Lara Introduces Sweeping Bus Safety Legislation to Align CA Standards with Federal Recommendations

July 17, 2015

SACRAMENTO, CA —Senator Ricardo Lara (D-Bell Gardens) introduced Senate Bill 247 today, which will adopt the safety recommendations from the National Transportation Safety Board to reduce the number of preventable deaths caused by out-of-date bus safety standards. This bill would require charter buses to give passengers a mandatory pre-trip safety briefing that demonstrates where the exits are located and what to do in case of an emergency, mandate visible emergency exit signage, require installation of windows that can stay open during evacuations, emergency lighting and an event data recorder. These improvements would significantly increase passenger safety and prevent future deaths in bus traffic collisions. 

“By making common-sense updates to bus safety practices, we can save lives. There is nothing that can excuse the tragic deaths caused by outdated, archaic bus safety regulations,” said Senator Lara. “It is unacceptable that our buses  function under safety regulations that have not been updated since the 70’s.

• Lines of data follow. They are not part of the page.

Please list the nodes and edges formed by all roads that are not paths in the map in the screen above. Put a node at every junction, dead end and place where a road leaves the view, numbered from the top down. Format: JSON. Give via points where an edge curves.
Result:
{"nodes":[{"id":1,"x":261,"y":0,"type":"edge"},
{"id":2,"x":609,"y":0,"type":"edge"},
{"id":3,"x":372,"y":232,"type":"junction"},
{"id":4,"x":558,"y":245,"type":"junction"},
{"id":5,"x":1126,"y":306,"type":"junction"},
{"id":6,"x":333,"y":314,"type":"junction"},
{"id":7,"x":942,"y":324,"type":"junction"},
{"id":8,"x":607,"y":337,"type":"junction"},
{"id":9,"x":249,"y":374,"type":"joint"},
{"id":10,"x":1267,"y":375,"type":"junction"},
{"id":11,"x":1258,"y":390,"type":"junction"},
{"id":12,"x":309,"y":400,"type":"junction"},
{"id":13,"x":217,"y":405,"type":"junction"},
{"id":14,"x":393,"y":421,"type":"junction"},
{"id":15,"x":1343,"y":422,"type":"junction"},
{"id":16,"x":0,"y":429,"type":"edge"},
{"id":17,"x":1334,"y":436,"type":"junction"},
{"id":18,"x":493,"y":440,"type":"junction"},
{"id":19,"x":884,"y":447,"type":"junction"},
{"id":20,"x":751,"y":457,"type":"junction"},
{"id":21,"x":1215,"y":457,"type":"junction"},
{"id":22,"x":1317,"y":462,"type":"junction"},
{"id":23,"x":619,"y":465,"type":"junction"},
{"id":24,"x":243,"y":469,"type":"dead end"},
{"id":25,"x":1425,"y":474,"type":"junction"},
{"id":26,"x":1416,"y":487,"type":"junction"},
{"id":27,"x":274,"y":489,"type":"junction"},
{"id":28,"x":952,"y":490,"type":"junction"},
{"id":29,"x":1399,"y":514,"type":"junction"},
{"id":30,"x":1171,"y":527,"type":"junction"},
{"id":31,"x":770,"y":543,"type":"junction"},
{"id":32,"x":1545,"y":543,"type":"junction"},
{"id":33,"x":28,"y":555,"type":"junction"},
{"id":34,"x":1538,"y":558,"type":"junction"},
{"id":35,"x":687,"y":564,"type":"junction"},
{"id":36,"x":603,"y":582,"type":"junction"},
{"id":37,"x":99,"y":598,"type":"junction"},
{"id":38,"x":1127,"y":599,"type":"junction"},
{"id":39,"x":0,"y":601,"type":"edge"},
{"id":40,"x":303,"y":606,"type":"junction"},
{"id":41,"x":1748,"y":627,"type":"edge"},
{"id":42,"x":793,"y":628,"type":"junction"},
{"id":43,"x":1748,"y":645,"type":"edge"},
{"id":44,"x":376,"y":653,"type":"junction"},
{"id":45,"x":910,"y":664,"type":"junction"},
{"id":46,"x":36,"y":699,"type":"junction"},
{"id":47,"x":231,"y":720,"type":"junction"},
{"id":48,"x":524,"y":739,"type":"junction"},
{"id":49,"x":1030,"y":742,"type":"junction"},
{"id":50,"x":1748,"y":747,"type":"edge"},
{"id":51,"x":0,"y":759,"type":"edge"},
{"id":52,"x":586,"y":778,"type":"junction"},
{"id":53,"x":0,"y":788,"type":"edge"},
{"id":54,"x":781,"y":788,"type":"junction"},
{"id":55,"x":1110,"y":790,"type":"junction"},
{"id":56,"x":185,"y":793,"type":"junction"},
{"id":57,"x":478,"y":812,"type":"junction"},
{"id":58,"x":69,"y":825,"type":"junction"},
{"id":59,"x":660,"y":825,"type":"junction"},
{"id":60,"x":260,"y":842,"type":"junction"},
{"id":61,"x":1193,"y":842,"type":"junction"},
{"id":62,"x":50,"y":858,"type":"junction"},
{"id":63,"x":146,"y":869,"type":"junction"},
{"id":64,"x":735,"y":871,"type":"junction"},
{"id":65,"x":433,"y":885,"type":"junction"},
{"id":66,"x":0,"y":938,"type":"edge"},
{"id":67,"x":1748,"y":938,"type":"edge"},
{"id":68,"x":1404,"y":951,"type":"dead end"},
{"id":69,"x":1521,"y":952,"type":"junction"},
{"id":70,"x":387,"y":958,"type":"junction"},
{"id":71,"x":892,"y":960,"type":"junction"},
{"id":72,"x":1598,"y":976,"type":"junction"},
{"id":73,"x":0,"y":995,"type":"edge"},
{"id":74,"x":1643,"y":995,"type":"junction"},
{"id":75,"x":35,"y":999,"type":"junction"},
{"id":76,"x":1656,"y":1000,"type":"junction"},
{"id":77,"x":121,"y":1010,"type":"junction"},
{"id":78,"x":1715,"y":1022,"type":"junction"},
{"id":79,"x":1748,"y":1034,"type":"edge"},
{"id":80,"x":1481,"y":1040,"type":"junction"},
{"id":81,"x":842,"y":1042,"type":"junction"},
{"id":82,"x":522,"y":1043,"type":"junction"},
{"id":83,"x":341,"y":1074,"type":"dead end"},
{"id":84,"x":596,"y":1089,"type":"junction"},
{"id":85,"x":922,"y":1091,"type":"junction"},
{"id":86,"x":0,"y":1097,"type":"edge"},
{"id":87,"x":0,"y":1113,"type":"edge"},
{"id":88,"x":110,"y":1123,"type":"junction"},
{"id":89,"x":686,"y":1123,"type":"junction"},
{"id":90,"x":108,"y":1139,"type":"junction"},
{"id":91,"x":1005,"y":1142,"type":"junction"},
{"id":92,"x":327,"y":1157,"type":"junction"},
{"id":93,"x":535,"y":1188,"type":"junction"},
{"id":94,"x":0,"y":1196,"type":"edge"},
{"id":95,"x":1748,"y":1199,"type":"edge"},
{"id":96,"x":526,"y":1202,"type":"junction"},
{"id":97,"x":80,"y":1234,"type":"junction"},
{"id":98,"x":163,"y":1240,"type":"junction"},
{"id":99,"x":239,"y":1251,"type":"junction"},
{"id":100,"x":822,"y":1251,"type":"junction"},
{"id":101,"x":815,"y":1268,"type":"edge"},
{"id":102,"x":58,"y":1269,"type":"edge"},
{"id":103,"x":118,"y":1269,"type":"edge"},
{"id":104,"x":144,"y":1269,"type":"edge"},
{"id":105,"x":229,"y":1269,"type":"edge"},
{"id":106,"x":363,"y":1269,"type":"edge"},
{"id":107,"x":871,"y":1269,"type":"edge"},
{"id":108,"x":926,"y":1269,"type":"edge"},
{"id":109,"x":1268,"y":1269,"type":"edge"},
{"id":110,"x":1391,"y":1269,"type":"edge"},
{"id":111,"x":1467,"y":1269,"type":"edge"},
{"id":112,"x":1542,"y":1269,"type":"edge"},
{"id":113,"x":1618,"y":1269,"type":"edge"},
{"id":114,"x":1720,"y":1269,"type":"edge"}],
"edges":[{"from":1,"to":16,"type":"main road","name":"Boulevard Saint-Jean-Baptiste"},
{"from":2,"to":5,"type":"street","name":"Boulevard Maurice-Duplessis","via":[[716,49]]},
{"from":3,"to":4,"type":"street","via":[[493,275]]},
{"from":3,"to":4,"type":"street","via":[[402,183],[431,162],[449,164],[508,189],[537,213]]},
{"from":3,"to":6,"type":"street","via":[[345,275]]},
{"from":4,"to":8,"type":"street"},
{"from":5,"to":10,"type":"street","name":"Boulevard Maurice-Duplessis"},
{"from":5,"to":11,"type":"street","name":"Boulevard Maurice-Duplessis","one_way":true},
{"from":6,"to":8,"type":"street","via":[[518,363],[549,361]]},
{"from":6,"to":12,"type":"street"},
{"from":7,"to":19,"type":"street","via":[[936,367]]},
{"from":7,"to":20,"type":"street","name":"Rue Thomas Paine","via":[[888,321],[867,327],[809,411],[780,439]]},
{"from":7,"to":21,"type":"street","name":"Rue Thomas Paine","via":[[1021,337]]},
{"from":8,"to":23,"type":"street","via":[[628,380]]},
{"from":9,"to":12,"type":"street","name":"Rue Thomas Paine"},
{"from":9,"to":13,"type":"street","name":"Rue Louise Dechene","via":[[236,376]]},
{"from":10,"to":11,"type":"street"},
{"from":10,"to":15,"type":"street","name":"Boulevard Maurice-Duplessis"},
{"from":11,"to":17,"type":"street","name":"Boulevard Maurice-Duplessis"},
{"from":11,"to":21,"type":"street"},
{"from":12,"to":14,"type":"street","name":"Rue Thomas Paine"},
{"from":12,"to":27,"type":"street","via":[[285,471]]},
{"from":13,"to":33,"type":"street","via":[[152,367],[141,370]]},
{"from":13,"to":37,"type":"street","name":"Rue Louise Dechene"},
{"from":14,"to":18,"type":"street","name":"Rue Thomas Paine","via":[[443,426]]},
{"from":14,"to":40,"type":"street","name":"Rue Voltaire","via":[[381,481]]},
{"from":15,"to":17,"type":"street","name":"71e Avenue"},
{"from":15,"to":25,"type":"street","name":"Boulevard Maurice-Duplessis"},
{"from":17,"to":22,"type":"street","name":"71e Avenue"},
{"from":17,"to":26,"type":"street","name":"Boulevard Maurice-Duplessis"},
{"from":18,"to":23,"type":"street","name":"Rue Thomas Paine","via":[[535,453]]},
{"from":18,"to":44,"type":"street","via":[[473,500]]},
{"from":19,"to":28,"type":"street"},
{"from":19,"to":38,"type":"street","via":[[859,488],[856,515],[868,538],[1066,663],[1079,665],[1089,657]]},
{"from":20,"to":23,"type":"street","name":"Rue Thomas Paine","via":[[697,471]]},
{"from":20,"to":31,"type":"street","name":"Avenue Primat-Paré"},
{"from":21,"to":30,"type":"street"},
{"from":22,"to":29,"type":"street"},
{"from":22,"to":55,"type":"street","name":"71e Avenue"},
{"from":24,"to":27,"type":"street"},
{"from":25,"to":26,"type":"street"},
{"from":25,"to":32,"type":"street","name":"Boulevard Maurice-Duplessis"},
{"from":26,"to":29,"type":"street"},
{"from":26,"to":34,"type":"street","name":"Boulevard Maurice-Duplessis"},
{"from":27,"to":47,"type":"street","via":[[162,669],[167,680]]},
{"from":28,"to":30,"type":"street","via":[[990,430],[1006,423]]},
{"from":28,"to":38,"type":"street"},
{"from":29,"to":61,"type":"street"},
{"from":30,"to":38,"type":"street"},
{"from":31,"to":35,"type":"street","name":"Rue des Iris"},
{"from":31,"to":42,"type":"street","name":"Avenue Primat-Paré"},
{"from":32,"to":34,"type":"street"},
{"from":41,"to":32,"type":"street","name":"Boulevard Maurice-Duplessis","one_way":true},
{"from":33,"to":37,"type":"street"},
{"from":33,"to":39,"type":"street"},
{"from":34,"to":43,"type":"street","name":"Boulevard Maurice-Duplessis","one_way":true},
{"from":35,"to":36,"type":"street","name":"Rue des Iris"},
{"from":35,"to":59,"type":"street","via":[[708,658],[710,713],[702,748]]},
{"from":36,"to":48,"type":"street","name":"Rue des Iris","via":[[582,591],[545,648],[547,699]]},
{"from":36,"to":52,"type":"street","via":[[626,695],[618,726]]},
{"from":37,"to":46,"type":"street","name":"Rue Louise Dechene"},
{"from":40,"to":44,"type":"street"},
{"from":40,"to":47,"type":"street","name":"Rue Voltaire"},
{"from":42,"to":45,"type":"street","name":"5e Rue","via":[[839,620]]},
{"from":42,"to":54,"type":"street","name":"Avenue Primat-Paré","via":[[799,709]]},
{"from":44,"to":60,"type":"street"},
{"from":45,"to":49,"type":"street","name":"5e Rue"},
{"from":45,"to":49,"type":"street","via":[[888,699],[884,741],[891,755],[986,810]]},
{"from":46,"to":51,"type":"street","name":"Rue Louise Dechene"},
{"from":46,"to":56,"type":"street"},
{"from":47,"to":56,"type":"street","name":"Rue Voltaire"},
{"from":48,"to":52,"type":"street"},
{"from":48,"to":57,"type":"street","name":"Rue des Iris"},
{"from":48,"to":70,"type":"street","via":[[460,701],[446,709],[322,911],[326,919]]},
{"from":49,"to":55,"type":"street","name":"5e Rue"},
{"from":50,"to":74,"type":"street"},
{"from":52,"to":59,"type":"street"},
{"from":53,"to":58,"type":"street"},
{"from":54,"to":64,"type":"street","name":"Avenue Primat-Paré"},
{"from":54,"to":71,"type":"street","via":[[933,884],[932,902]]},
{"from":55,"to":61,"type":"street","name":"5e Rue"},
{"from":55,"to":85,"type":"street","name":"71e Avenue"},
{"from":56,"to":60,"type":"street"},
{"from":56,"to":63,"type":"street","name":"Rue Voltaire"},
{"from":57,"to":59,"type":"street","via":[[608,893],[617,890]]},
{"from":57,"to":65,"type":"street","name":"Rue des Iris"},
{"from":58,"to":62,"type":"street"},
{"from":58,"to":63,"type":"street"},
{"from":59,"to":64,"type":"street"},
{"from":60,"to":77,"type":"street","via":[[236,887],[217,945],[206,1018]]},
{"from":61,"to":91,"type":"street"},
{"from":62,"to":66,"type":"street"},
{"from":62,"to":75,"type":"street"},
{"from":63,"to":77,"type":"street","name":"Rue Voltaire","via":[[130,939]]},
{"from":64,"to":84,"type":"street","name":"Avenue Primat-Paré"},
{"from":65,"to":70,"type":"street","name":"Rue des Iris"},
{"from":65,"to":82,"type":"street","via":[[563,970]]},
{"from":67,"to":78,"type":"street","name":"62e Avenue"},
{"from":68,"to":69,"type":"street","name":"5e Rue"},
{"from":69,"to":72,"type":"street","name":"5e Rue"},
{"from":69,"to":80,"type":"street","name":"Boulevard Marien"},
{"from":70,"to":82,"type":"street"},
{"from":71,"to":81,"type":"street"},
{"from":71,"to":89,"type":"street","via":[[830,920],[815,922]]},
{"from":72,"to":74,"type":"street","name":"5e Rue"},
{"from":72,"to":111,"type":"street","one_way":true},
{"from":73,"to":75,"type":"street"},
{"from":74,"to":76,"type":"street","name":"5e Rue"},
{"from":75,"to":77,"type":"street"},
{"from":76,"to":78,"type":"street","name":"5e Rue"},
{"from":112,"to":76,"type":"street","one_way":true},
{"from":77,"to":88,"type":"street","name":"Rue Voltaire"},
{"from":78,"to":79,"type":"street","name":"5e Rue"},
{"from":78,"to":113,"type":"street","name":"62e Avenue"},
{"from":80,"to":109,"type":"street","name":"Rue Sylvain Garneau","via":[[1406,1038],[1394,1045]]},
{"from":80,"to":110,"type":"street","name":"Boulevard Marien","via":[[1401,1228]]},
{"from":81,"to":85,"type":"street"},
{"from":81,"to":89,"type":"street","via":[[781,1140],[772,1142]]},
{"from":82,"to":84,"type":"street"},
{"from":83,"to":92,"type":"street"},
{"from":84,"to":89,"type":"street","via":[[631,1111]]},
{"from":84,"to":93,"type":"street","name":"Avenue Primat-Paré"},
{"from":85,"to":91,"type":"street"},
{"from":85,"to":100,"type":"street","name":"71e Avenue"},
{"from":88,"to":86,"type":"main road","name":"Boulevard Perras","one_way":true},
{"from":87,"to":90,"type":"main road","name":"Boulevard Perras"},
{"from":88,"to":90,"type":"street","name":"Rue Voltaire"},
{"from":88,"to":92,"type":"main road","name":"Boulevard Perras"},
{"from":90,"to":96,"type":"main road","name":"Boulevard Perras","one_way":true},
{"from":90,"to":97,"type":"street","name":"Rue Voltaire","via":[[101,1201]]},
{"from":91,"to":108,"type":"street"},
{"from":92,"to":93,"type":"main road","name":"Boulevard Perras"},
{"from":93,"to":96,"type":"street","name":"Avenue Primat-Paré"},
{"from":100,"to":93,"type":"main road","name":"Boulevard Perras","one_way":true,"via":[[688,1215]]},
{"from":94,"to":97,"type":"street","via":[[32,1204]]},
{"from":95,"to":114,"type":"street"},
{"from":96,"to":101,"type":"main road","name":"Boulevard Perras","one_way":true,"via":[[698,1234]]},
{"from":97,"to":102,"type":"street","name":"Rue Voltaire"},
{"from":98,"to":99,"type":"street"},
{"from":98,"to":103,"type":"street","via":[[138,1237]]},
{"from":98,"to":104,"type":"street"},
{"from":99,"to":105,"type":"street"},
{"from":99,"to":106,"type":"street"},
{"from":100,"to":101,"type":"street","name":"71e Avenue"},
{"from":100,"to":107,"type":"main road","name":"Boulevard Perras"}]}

I am introducing this bill to prevent further needless deaths and injuries and further protect the safety of our children and families.” 

On April 10, 2014 in Orland, California, a FedEx truck drove across an interstate median and struck a charter bus full of high school students from several Los Angeles communities who were on their way to Humboldt State University for a campus visit. According to the Federal Motor Carrier Safety Administration, between 1975 and 2012 there were over 11,000 fatal crashes involving buses, including 1,567 occupant fatalities. On average there are 8,000 passenger injuries per year from bus accidents. While accidents do not occur often, when they do, they have very high mortality rates. 

In response to the accident, the National Transportation Safety Board conducted an investigation and released a report this week that found the fatalities were due in large part to inadequate exit systems and made a series of recommendations to improve bus passenger safety.

While accidents involving these vehicles are uncommon, when they do occur, they have a high mortality rate. Other high occupancy vehicles like airplanes, trains, and most recently limousines are required to meet far more stringent safety requirements than buses. In the disastrous Orland Accident, passengers were not given a safety briefing and over half the students were unaware of which windows were exits.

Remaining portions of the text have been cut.